M. Io ci tenevo tanto che Kinodromo in generale, e quindi non solo il festival Ce l’ho Corto, subisse una modifica verso quella che definirei mediazione culturale. Questo perché credo che ci sia una grande parcellizzazione tra tutto quello che possiamo vedere e fruire comodamente dal divano di casa, ma è proprio in questo momento che servono i mediatori culturali, per dare un indirizzamento ai percorsi di visione, di fruizione ma anche di crescita attraverso i media. In questo senso è importante che un’associazione come Kinodromo continui a proporre titoli con la giusta cornice e le giuste spiegazioni intorno.
L’altra cosa che vorremmo fare è di riavvicinare sia noi che il nostro pubblico ai festival, e quindi a percorsi culturali alti e rivolti all’altrove, anche sfruttando le possibilità dell’online. Ci piacerebbe selezionare film nei grandi festival e riproporli al pubblico che non è abituale fruitore di questo tipo di manifestazioni. Come ultima cosa, l’obiettivo è di rivolgere lo sguardo a ciò che accade in città, creando nuove connessioni con realtà simili alla nostra.
A. Da Don Chisciotte postmoderno, non posso negare che a me la dimensione digitale non piace. Sono un millennial, sono nato nell’era digitale e nonostante ciò ho fatto molta fatica a trovare l’ispirazione per continuare nel mio lavoro, perché credo che il digitale dia molto togliendo anche molto. Quindi la mia speranza è che si possa tornare al cinema il prima possibile, perché è nella sala che il cinema, sia nella forma del lungo che in quella del corto, può esprimere al meglio il suo potenziale e far conoscere in maniera popolare la diversità di sguardi e di pensiero.

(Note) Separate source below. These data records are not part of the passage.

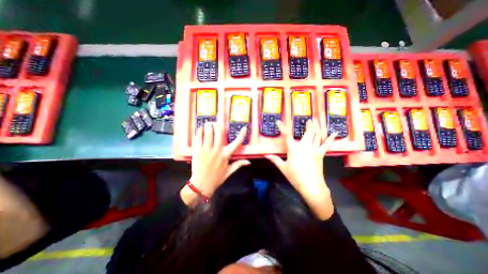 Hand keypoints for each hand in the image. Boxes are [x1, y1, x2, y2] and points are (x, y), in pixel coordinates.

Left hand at [183, 123, 250, 206]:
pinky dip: (200, 132)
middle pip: (219, 133)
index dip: (241, 135)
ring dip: (209, 126)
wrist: (201, 185)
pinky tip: (200, 129)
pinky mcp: (197, 151)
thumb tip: (249, 162)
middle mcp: (217, 150)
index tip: (244, 128)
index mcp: (226, 155)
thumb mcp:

In sala ci ritroviamo tutti insieme, gli spettatori con i lavoratori, avvicinando in maniera molto più immediata i punti di vista. Un altro grande rischio che vedo nel digitale è quello di sviluppare la cultura della gratuità, per cui dato che la visione è accessibile pagando il wifi, l’utente si chiede perché pagare anche il prodotto culturale? Quando basta guardare ai titoli di coda per avere un’idea di tutte le persone che lavorano dietro a un film. La sala, invece, ha il potere di restituire a pieno il valore di un’opera.
Il prezzo dell’abbonamento online è 3 euro (tutti i dettagli per partecipare si trovano in questa guida). Sarà possibile effettuare una donazione liberale a sostegno delle attività del Festival.
I cortometraggi saranno disponibili online sulla piattaforma streaming Open DDB.
Gli incontri e i Focus si svolgeranno in diretta streaming su Facebook e sul canale YouTube di Kinodromo.
I cortometraggi in programma saranno disponibili a partire dalle ore 18 per 24 ore, da mercoledì 25 novembre ogni giorno, con replica speciale dell’intera programmazione domenica 29 novembre.